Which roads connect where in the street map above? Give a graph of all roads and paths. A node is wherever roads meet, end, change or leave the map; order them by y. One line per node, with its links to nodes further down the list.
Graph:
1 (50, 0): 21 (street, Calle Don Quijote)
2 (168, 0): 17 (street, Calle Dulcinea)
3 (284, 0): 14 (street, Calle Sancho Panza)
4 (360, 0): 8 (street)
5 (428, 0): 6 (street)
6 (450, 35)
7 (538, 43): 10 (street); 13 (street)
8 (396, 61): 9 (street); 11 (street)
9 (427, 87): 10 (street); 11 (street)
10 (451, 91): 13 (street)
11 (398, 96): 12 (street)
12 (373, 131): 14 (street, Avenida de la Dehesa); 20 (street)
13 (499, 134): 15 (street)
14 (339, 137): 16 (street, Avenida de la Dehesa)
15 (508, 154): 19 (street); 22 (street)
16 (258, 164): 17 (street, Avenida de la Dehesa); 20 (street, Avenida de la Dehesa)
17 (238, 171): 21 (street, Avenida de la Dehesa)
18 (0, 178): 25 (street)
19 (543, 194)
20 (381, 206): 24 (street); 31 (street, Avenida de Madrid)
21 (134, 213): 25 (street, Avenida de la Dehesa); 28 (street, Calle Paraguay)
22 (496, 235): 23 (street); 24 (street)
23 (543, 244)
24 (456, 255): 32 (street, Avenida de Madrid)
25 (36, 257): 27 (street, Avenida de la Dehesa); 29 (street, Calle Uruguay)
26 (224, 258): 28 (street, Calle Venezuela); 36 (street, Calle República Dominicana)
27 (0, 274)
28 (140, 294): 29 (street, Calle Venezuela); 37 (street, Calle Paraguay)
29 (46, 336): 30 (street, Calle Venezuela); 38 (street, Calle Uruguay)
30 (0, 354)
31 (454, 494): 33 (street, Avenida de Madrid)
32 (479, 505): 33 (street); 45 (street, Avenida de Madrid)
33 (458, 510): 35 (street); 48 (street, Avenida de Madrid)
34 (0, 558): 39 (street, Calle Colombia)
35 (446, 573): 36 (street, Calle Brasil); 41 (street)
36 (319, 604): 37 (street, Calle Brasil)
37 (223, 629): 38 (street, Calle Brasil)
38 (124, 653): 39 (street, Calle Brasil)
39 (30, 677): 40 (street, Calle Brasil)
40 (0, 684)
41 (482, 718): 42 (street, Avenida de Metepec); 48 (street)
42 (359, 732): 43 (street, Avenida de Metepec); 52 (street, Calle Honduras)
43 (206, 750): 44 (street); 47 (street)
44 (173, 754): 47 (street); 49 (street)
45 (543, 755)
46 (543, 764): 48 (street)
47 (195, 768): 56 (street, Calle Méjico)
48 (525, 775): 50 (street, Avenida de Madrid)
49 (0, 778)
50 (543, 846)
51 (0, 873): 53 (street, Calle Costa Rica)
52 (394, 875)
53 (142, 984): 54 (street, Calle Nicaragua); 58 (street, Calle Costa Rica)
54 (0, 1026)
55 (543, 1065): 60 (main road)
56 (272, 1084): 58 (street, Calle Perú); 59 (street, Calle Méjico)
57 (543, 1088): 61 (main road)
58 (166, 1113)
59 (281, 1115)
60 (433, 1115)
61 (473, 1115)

□ □ □

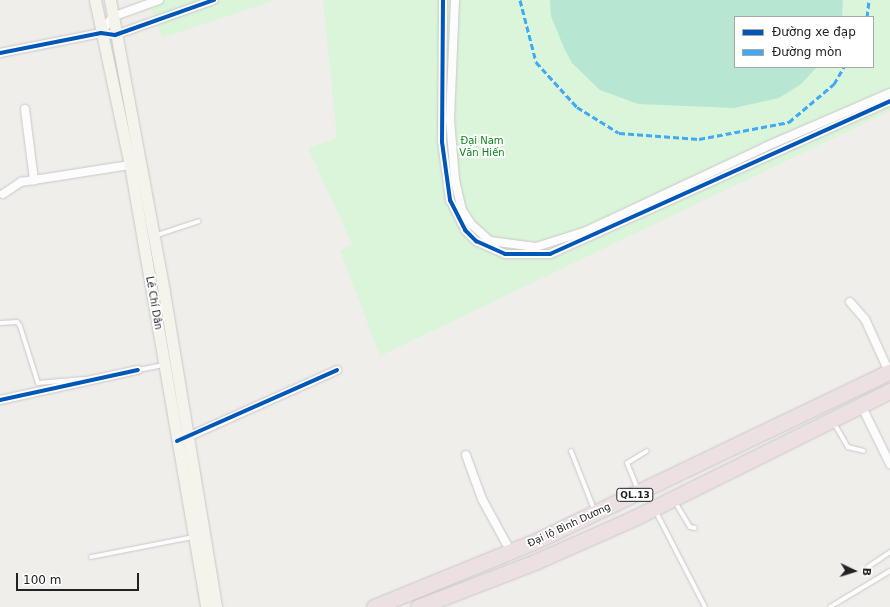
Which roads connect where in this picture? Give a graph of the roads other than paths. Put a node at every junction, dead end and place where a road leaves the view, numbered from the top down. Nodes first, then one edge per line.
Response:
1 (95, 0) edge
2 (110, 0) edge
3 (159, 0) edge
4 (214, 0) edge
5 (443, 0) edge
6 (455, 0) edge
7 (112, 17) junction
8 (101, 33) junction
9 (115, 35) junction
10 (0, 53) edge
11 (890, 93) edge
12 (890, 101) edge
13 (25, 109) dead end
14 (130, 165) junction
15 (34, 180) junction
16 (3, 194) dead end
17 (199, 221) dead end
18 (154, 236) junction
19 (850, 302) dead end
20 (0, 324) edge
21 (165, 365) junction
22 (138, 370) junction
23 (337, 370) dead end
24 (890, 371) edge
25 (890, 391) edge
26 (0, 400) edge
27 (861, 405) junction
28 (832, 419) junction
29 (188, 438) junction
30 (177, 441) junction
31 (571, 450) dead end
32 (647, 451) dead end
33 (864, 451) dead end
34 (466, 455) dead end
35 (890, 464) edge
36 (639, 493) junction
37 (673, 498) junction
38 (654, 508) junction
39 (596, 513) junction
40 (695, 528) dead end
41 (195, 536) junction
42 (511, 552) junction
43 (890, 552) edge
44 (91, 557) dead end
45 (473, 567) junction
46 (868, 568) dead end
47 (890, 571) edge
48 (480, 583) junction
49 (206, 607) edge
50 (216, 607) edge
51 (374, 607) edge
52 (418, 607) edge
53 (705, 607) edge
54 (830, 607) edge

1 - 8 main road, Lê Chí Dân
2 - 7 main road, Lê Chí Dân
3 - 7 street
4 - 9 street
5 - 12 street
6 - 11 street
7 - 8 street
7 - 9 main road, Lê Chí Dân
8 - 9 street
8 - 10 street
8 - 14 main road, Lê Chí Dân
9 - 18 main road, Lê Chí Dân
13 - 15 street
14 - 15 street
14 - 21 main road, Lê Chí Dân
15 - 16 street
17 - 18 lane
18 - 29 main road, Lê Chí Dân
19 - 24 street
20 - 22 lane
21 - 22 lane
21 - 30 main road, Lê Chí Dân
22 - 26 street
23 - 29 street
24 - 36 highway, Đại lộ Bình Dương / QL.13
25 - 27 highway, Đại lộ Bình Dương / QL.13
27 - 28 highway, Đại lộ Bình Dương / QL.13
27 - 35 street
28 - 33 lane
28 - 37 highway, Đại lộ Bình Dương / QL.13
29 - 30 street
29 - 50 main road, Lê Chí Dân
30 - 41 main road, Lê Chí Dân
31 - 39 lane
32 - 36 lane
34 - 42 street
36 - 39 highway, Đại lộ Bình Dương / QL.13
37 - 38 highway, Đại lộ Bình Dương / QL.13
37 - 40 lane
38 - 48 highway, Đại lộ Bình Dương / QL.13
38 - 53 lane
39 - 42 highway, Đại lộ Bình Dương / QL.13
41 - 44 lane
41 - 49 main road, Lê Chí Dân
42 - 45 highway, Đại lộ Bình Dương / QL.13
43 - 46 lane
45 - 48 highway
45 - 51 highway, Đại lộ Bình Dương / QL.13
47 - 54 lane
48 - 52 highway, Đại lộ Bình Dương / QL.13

□ □ □

Return only the lines of the records in which the string "Méjico" appears.

47 (195, 768): 56 (street, Calle Méjico)
56 (272, 1084): 58 (street, Calle Perú); 59 (street, Calle Méjico)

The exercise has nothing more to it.